Often it takes a couple years for enough statistical data to be collected to get a clear picture of the effects of Republican class warfare in the US. The truth about Republican economics is that trickle down never has trickled down and never will. It always gushes up. This has led to inequity so severe, that it must be changed.
NEW statistics show an ever-more-startling divergence between the fortunes of the wealthy and everybody else — and the desperate need to address this wrenching problem. Even in a country that sometimes seems inured to income inequality, these takeaways are truly stunning.
In 2010, as the nation continued to recover from the recession, a dizzying 93 percent of the additional income created in the country that year, compared to 2009 — $288 billion — went to the top 1 percent of taxpayers, those with at least $352,000 in income. That delivered an average single-year pay increase of 11.6 percent to each of these households.
Still more astonishing was the extent to which the super rich got rich faster than the merely rich. In 2010, 37 percent of these additional earnings went to just the top 0.01 percent, a teaspoon-size collection of about 15,000 households with average incomes of $23.8 million. These fortunate few saw their incomes rise by 21.5 percent.
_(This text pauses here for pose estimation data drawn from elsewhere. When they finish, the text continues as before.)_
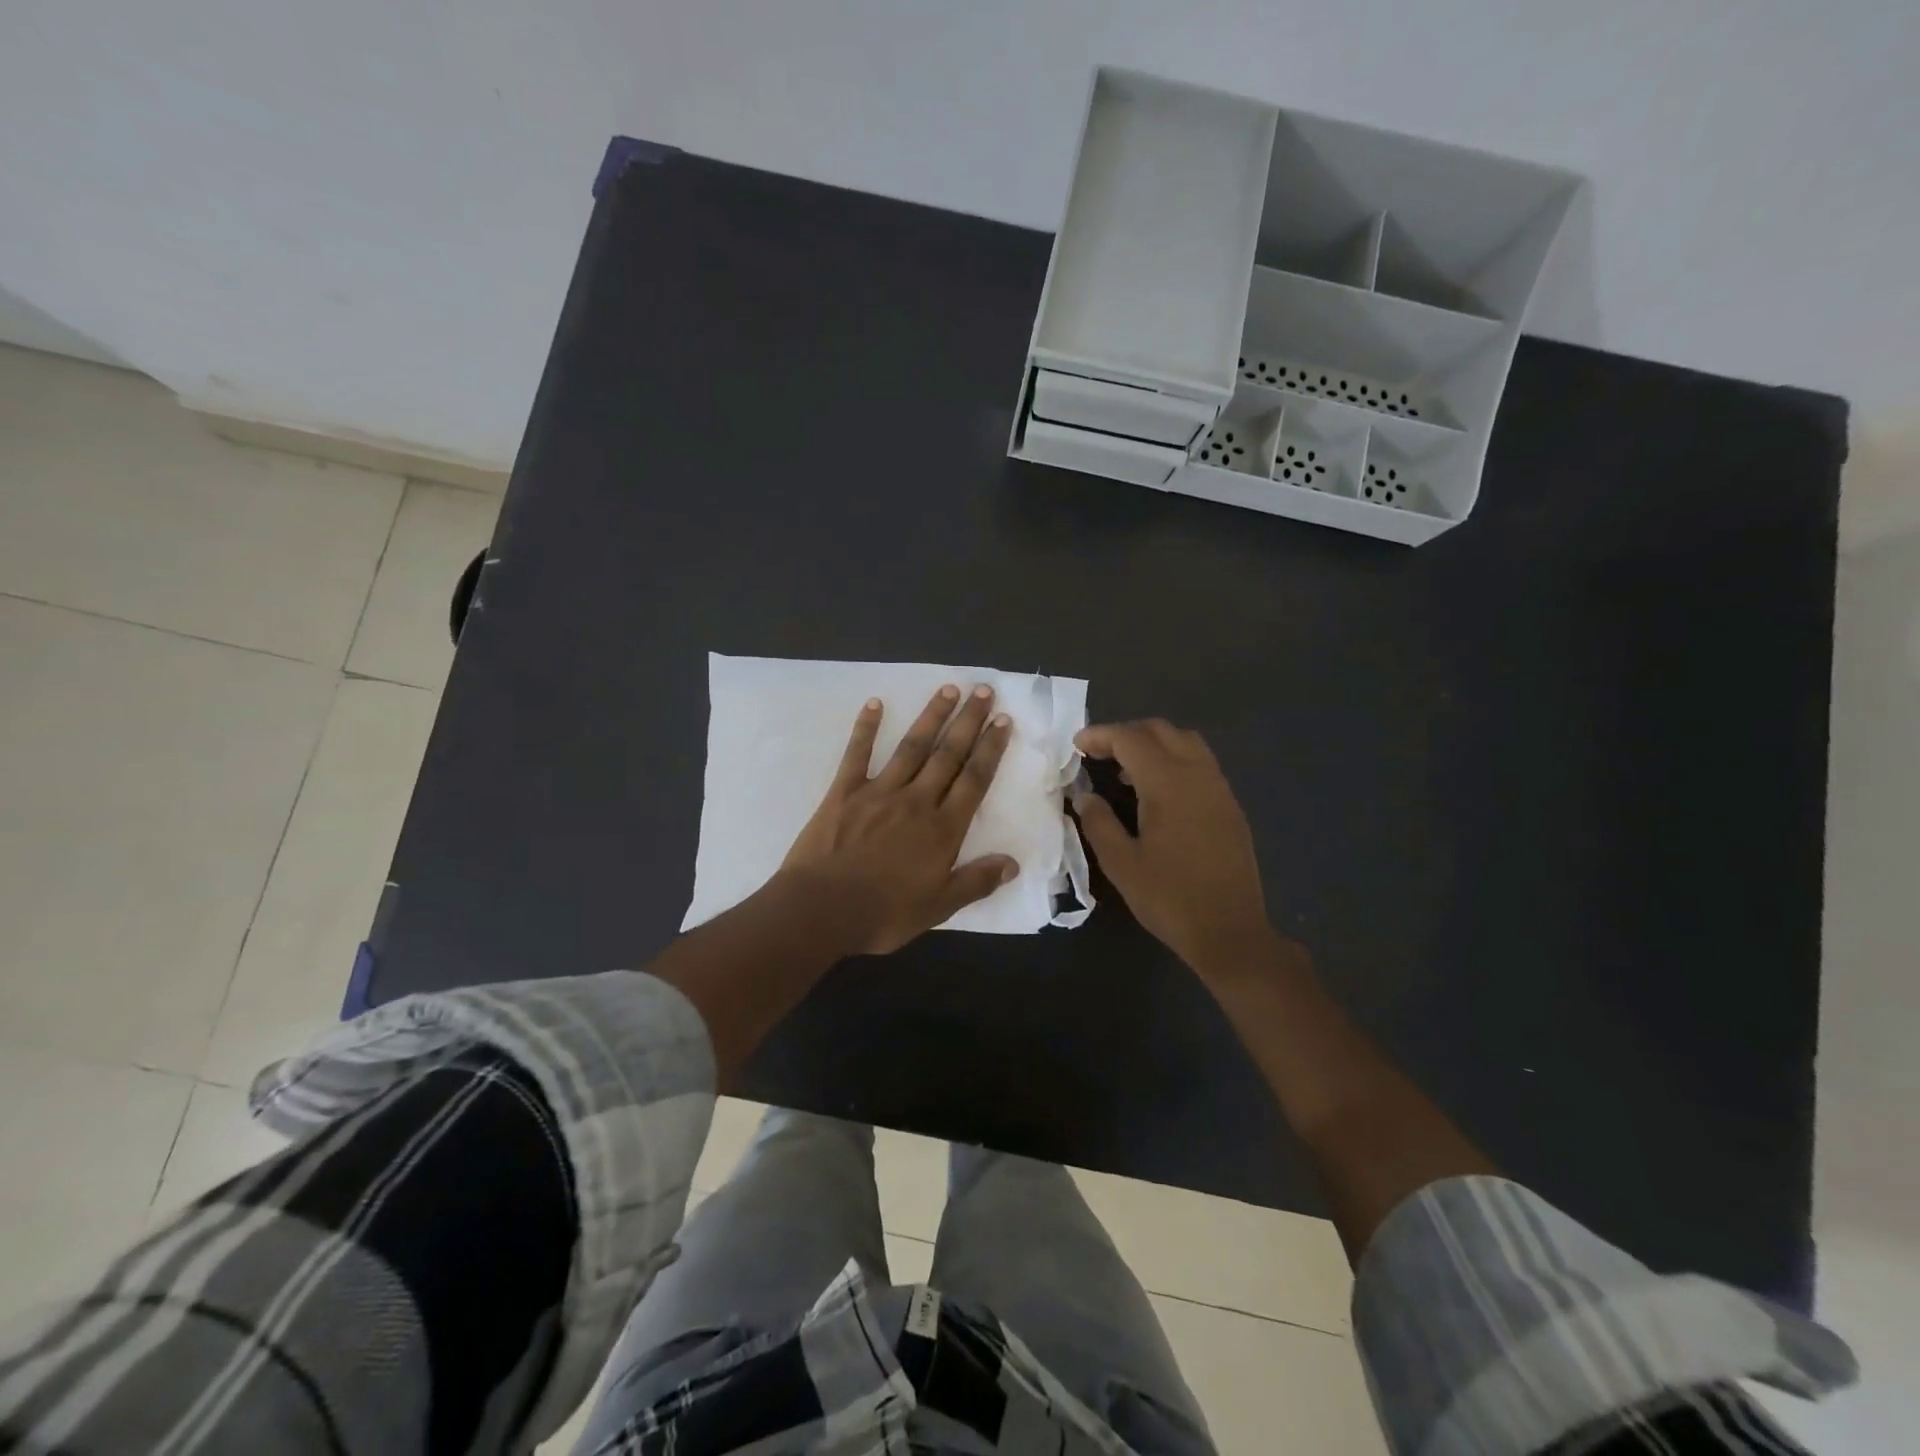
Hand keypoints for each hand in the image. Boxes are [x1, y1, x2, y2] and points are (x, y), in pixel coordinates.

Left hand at [781, 684, 1017, 954]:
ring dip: (931, 716)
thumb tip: (1013, 864)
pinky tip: (875, 703)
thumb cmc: (883, 913)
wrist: (822, 910)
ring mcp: (879, 792)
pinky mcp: (844, 792)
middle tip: (984, 691)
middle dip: (968, 722)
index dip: (990, 749)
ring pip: (912, 747)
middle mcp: (916, 801)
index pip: (974, 780)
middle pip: (948, 755)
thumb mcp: (939, 908)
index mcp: (942, 829)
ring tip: (948, 688)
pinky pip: (857, 754)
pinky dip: (866, 727)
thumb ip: (976, 882)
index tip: (1003, 721)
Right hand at [1073, 719, 1273, 974]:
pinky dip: (1174, 762)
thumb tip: (1084, 795)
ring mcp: (1219, 789)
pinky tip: (1158, 795)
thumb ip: (1098, 822)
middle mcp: (1198, 774)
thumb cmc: (1169, 897)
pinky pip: (1201, 765)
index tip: (1076, 745)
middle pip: (1161, 731)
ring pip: (1186, 743)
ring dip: (1154, 745)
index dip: (1100, 735)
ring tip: (1127, 772)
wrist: (1230, 931)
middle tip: (1099, 754)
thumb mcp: (1121, 863)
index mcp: (1168, 783)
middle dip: (1127, 734)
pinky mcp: (1230, 807)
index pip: (1130, 739)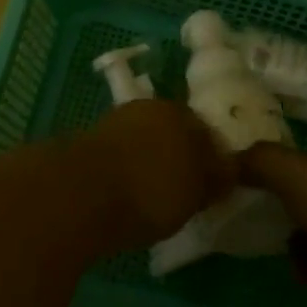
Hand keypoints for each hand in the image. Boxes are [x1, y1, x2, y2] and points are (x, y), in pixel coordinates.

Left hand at [80, 101, 236, 249]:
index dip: (212, 157)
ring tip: (155, 198)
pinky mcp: (89, 145)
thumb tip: (227, 169)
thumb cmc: (149, 190)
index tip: (213, 183)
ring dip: (150, 163)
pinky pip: (121, 158)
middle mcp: (147, 109)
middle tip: (186, 190)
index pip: (205, 130)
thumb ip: (215, 177)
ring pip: (144, 143)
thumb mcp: (196, 191)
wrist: (79, 195)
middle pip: (172, 133)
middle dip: (180, 156)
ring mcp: (115, 123)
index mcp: (178, 111)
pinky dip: (127, 173)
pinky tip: (128, 197)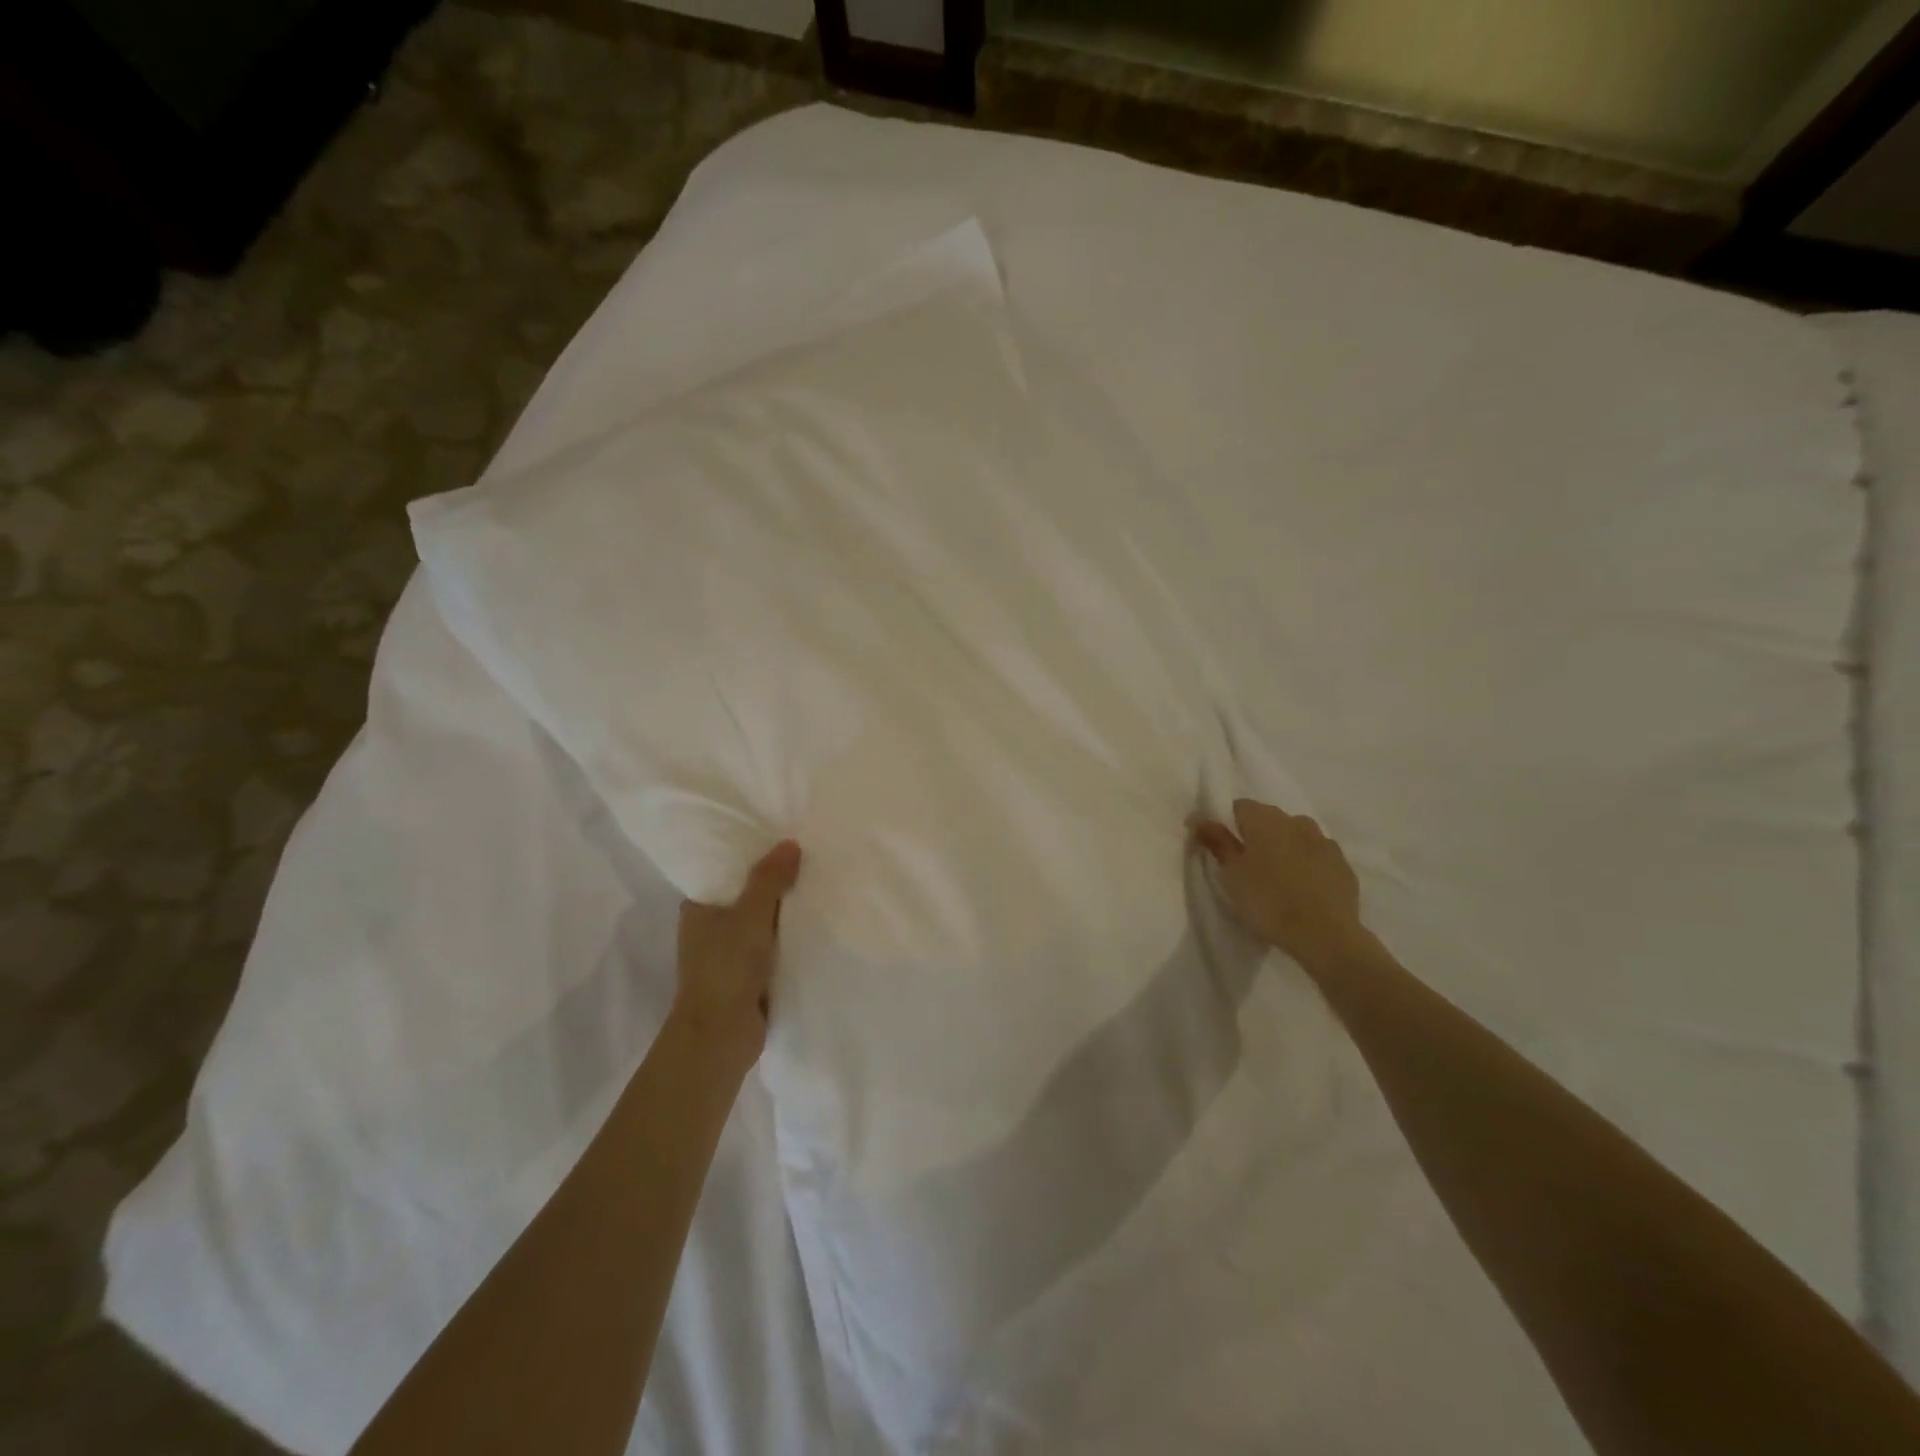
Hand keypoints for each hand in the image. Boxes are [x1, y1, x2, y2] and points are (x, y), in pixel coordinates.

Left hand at [672, 840, 801, 1071]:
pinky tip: (816, 924)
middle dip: (775, 884)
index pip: (726, 873)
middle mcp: (709, 929)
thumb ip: (769, 879)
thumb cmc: (725, 967)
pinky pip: (773, 947)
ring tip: (819, 886)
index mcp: (698, 909)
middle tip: (810, 859)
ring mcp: (729, 955)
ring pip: (762, 924)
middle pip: (747, 897)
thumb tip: (790, 844)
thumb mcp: (750, 914)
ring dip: (785, 913)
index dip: (753, 858)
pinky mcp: (748, 977)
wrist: (720, 1036)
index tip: (782, 841)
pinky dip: (789, 938)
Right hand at [1191, 800, 1363, 969]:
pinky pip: (1316, 854)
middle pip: (1268, 818)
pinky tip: (1301, 886)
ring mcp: (1324, 841)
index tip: (1220, 847)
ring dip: (1283, 847)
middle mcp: (1296, 821)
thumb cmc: (1268, 901)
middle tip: (1246, 865)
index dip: (1226, 823)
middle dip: (1255, 835)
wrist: (1325, 935)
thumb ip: (1216, 841)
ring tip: (1275, 876)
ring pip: (1295, 835)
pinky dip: (1306, 863)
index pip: (1239, 806)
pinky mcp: (1342, 864)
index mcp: (1265, 820)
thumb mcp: (1232, 873)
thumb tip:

The bottom 99 percent received a microscopic $80 increase in pay per person in 2010, after adjusting for inflation. The top 1 percent, whose average income is $1,019,089, had an 11.6 percent increase in income…
Inserted from <NY Times>
The Republican response to such inequity is simple. Take more from the poor and middle classes so the rich can pay less. That’s because Republicans govern exclusively for the benefit of millionaires, billionaires, and corporate criminals. They do NOT represent YOU! Your job is to replace them with Democrats.





Mitt Romney offered a sweeping plan Friday to boost the American economy, a program loaded with previously outlined tax and spending cuts as well as new changes in how Social Security and Medicare recipients would get benefits…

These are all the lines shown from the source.